Before I go, I did want to point out that although the AMA cited the Health Affairs article on liability costs, you should know that Health Affairs does "theme" issues, and the theme of the September issue was, indeed, medical malpractice and errors, and so there were several interesting pieces to read.

A few choice tidbits:

  • The fear of malpractice may be more akin to the fear of flying in its perception as a “dread risk,” uncontrollable, random, and devastating.
  • Reducing malpractice premiums might not do much to reduce defensive medicine expenditures.
  • Apology and disclosure laws have potential, but need work.
  • In the originally cited costs article, an interesting factoid: payments in economic damages at an estimated $3.15 billion per year are significantly larger than the dreaded noneconomic “pain and suffering” awards at $2.4 billion!
Addendum:

It has been pointed out to me that a study of the effects of the University of Michigan’s disclosure with offer system has been published in Annals of Internal Medicine.

The results are astounding: After full implementation of a disclosure-with-offer program, the average monthly rate of new claims decreased from 7.03 to 4.52 per 100 000 patient encounters (rate ratio [RR], 0.64 [95% CI, 0.44 to 0.95]). The average monthly rate of lawsuits decreased from 2.13 to 0.75 per 100 000 patient encounters (RR, 0.35 [CI, 0.22 to 0.58]). Median time from claim reporting to resolution decreased from 1.36 to 0.95 years. Average monthly cost rates decreased for total liability (RR, 0.41 [CI, 0.26 to 0.66]), patient compensation (RR, 0.41 [CI, 0.26 to 0.67]), and non–compensation-related legal costs (RR, 0.39 [CI, 0.22 to 0.67]).
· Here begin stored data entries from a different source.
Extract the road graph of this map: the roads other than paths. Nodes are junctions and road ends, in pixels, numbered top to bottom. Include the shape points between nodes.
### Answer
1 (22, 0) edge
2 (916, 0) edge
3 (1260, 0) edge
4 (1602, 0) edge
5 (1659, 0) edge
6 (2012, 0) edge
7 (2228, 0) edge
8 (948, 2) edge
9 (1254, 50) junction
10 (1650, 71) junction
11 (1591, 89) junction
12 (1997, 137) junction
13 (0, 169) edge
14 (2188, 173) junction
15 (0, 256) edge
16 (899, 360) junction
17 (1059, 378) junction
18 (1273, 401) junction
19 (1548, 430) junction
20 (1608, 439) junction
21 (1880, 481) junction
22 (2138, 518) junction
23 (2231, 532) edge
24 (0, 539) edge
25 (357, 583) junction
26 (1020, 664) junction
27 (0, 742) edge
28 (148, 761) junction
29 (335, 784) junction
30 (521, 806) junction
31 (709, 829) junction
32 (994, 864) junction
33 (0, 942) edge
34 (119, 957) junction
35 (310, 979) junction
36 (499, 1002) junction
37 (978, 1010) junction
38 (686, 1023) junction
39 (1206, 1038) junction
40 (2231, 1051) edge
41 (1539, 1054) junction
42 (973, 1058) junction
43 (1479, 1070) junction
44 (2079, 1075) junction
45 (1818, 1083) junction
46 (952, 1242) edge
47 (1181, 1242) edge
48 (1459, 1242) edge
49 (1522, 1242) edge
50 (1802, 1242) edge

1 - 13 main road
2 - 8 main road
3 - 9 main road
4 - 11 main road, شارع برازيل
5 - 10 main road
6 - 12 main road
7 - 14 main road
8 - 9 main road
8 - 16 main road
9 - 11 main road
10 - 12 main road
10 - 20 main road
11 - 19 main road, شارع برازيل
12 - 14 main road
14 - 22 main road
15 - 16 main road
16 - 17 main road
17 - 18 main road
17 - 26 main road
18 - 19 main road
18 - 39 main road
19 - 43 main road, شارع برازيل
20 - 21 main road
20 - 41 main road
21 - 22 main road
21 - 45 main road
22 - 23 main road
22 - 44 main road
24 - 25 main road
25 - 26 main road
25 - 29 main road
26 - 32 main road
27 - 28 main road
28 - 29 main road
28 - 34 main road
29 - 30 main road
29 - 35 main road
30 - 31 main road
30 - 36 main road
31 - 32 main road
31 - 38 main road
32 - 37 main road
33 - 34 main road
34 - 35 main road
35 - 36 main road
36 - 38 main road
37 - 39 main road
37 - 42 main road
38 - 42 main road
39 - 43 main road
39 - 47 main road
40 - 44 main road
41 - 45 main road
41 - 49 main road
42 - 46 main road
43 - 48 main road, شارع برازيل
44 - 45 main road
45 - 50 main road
Clearly, some confirmatory studies from a few other organizations would be very helpful, but coupling together that this approach is morally and professionally the right thing to do, and it seems to be successful beyond expectation, makes it the strategy for reform against which all reforms should be judged.

So, from now on, when I am told a political candidate supports “tort reform” or “med mal reform,” I will point out that if he supports caps, he does not represent the best interests of patients or physicians, nor does he support the most effective strategy for reforming our dysfunctional medical liability system!